Molecule in question: TG123PaoSteSte
----------------------------------------------------
----------------------------------------------------
WE ARE NOT REMOVING -- MOLECULE IS TOO IMPORTANT!!!!
Molecule in question: TG123StePaoPao
----------------------------------------------------
REMOVING: TG123StePalPao.pre -> TG123StePalPao val: 100.000342925506
REMOVING: TG123StePalPao -> Sink val: 100.000000000001
the reac.target is source 
REMOVING related eq: TG123StePalPao -> DG23PalPao + Ste val: 0.000335351121236726
the reac.target 

#### Saving the outputs


The *save_result_graphml* alters the original reaction .graphml file and saves the resulting .graphml file into the desired location. Therefore, both the file address of the original file and the desired file path of the new file must be entered. Part of the name can be determined by *name* argument.

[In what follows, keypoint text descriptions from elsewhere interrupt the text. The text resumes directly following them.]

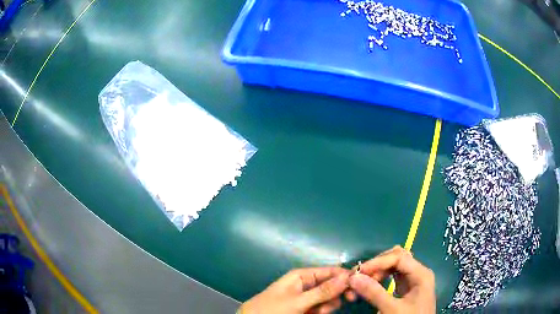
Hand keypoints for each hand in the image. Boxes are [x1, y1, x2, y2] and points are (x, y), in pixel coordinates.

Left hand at [239, 267, 350, 313]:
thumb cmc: (273, 309)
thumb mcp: (298, 301)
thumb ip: (322, 291)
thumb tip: (347, 277)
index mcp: (302, 275)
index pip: (331, 271)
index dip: (345, 278)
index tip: (357, 289)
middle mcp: (307, 283)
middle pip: (332, 285)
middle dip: (334, 296)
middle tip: (332, 306)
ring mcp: (307, 296)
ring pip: (328, 298)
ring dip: (327, 306)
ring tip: (316, 313)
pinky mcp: (306, 307)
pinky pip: (321, 306)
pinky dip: (321, 311)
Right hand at [348, 246, 435, 313]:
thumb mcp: (392, 309)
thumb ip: (374, 293)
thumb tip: (353, 278)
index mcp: (421, 274)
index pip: (398, 257)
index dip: (378, 262)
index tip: (359, 271)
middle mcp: (418, 272)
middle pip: (397, 258)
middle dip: (377, 265)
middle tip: (360, 277)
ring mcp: (413, 280)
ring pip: (394, 266)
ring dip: (378, 271)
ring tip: (364, 282)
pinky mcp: (407, 289)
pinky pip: (393, 276)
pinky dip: (381, 278)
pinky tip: (372, 285)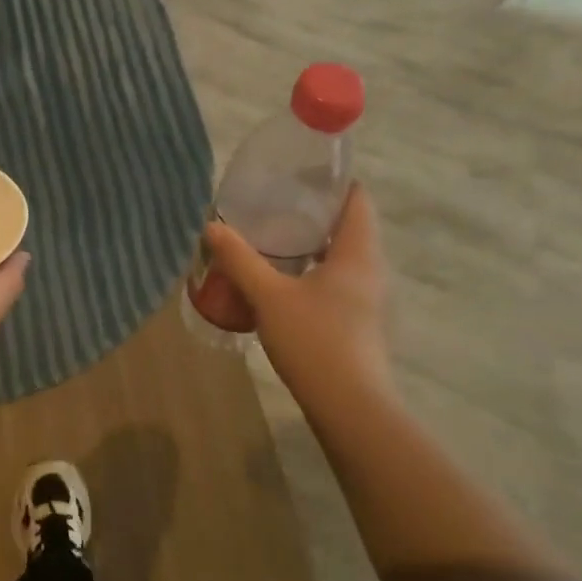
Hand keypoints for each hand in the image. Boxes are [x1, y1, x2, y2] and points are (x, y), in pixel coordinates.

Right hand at [203, 184, 396, 431]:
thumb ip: (240, 259)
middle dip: (312, 214)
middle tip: (272, 205)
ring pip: (340, 258)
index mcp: (357, 252)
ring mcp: (367, 299)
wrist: (349, 407)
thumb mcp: (269, 296)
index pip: (357, 199)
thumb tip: (211, 226)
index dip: (333, 182)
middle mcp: (370, 270)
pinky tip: (280, 282)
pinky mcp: (357, 322)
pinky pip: (335, 283)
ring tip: (269, 239)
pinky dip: (311, 273)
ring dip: (310, 246)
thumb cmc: (315, 340)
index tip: (298, 173)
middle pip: (347, 227)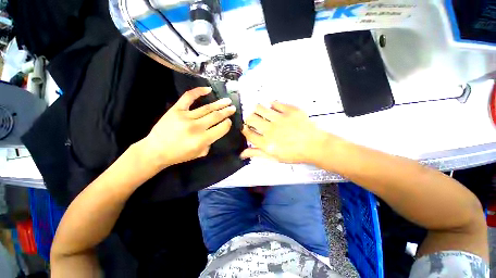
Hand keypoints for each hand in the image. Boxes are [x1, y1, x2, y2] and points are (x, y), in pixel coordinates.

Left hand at [141, 87, 235, 168]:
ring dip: (219, 103)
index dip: (227, 124)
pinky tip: (208, 89)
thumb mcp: (199, 154)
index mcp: (202, 140)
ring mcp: (185, 116)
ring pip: (206, 108)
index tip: (229, 121)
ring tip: (227, 101)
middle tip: (233, 108)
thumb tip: (215, 131)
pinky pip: (188, 97)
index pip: (221, 128)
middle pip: (216, 116)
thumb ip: (210, 143)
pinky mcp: (176, 110)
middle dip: (227, 112)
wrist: (155, 151)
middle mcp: (196, 127)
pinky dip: (198, 92)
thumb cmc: (179, 155)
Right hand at [241, 101, 331, 163]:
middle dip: (249, 119)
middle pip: (251, 118)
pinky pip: (275, 103)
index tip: (246, 128)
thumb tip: (242, 154)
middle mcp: (270, 129)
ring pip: (260, 108)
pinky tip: (274, 108)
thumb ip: (257, 154)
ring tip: (261, 112)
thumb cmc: (294, 154)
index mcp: (266, 143)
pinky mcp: (289, 110)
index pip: (248, 133)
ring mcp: (280, 119)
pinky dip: (272, 104)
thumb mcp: (274, 157)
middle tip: (254, 120)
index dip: (245, 130)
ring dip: (257, 110)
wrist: (315, 146)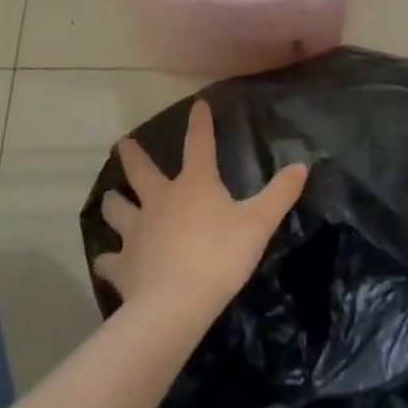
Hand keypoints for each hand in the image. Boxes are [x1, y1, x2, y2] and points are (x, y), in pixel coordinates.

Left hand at [94, 101, 307, 314]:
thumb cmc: (221, 256)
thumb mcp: (259, 223)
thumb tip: (302, 165)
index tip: (197, 104)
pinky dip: (108, 259)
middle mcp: (160, 200)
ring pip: (118, 210)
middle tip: (123, 143)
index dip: (200, 123)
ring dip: (113, 203)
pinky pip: (110, 259)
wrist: (176, 303)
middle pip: (141, 171)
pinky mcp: (122, 265)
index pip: (198, 144)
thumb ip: (280, 194)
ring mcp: (137, 232)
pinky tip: (105, 261)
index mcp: (194, 185)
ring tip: (110, 199)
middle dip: (133, 155)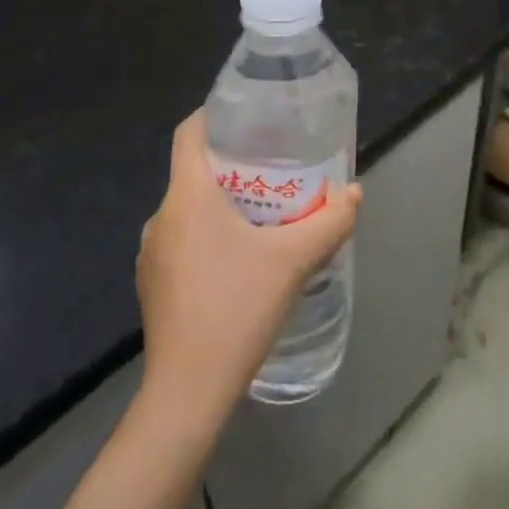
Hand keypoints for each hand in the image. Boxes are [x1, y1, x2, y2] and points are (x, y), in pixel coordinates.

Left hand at [136, 112, 361, 425]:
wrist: (187, 393)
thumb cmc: (236, 309)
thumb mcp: (293, 260)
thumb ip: (329, 221)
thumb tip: (354, 193)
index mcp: (187, 198)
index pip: (188, 133)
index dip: (214, 115)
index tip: (249, 115)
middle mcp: (161, 218)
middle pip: (194, 171)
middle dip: (234, 163)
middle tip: (276, 165)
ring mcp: (153, 254)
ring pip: (190, 208)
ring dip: (224, 202)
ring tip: (266, 210)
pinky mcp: (155, 284)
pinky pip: (184, 239)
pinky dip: (211, 233)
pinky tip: (243, 257)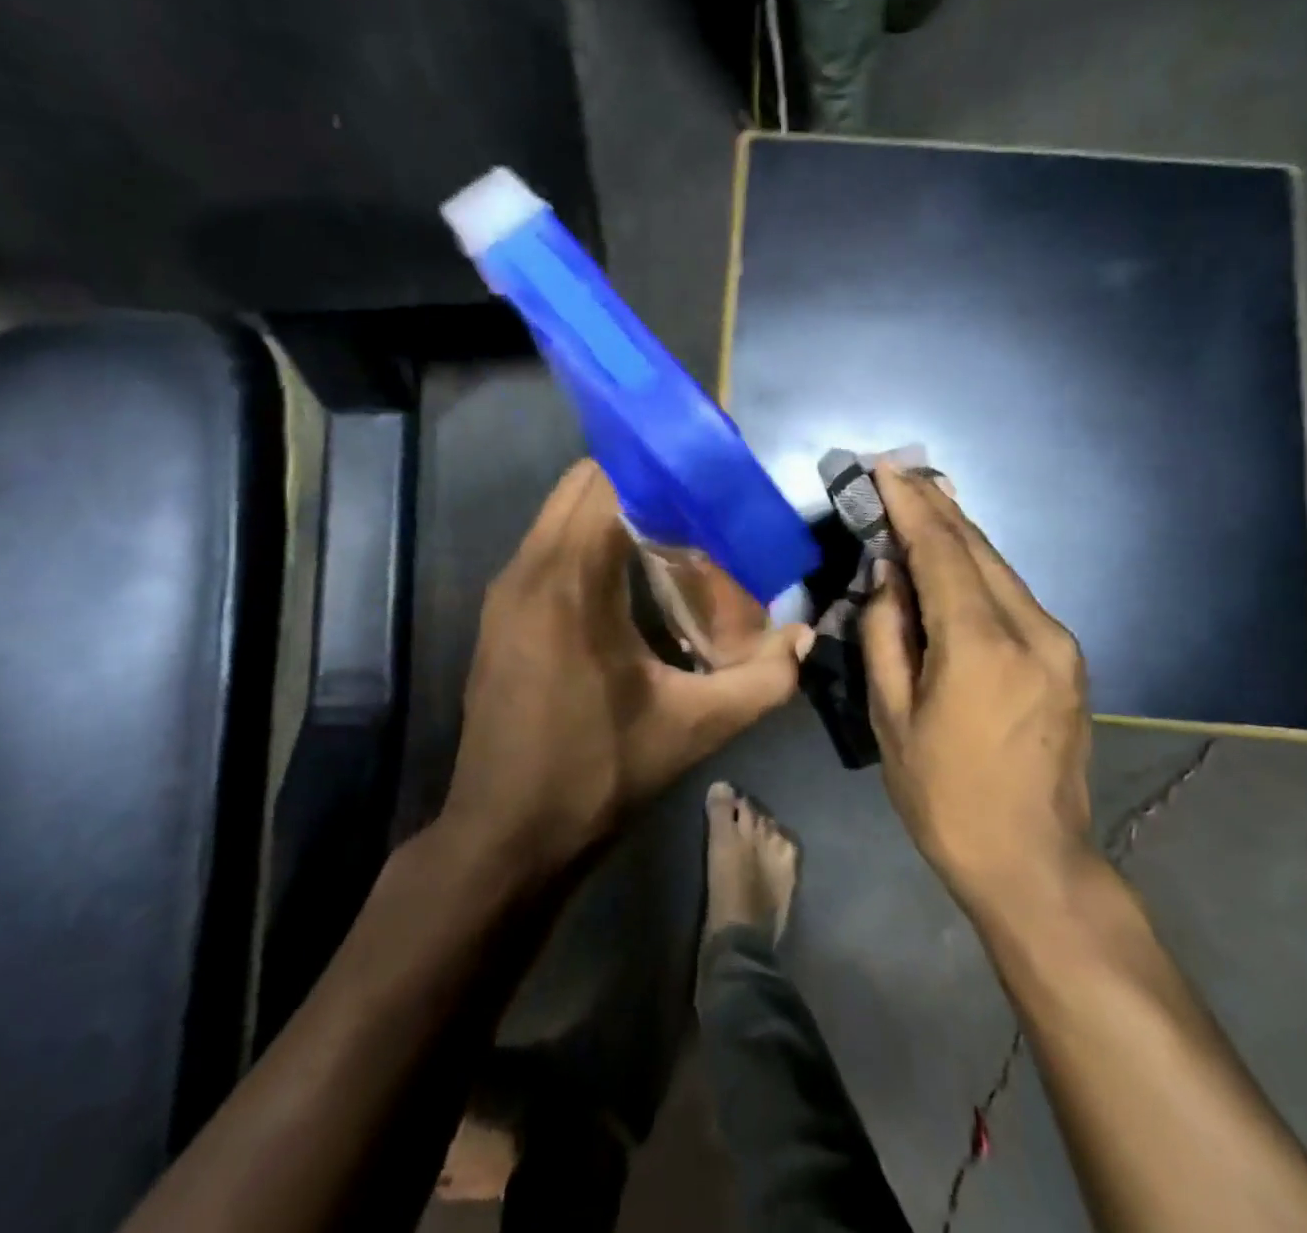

The *save_result_txt* alters the original reaction .txt file and saves the resulting .txt file into the desired location. The information about the arguments is above.

In [None]:
# path to the original reactions - reactions to be selected
#INPUT_PATH_TXT = "./assets/input/PalPaoSteOle_regular_new.txt"

INPUT_PATH_TXT = "PalPaoSteOle_regular_new.txt"
# path to the output, where both the resulting .graphml file and .txt file is stored
#OUTPUT_PATH = "./assets/output"

OUTPUT_PATH_TXT = "PPSO_v2"
OUTPUT_PATH_GRAPHML = "PPSO_v2"

# saving the result into .graphml
pruning.save_result_graphml(INPUT_PATH_GRAPHML, OUTPUT_PATH_GRAPHML, pruning_algorithm, remove_nodes=True, name="PPSO_reducedPre_(conditions)")
# saving the result into .txt 
pruning.save_result_txt(INPUT_PATH_TXT, OUTPUT_PATH_TXT, pruning_algorithm, name="PPSO_reducedPre_(conditions)")

Removed 419 edges and 6 nodes.
Number of reactions parsed from .txt file: 770
Number of reactions in reactions dict: 770
Length of pruned reactions: 799
Length of equation to write: 542
Total lines: 542
Succesfully written the result into the file!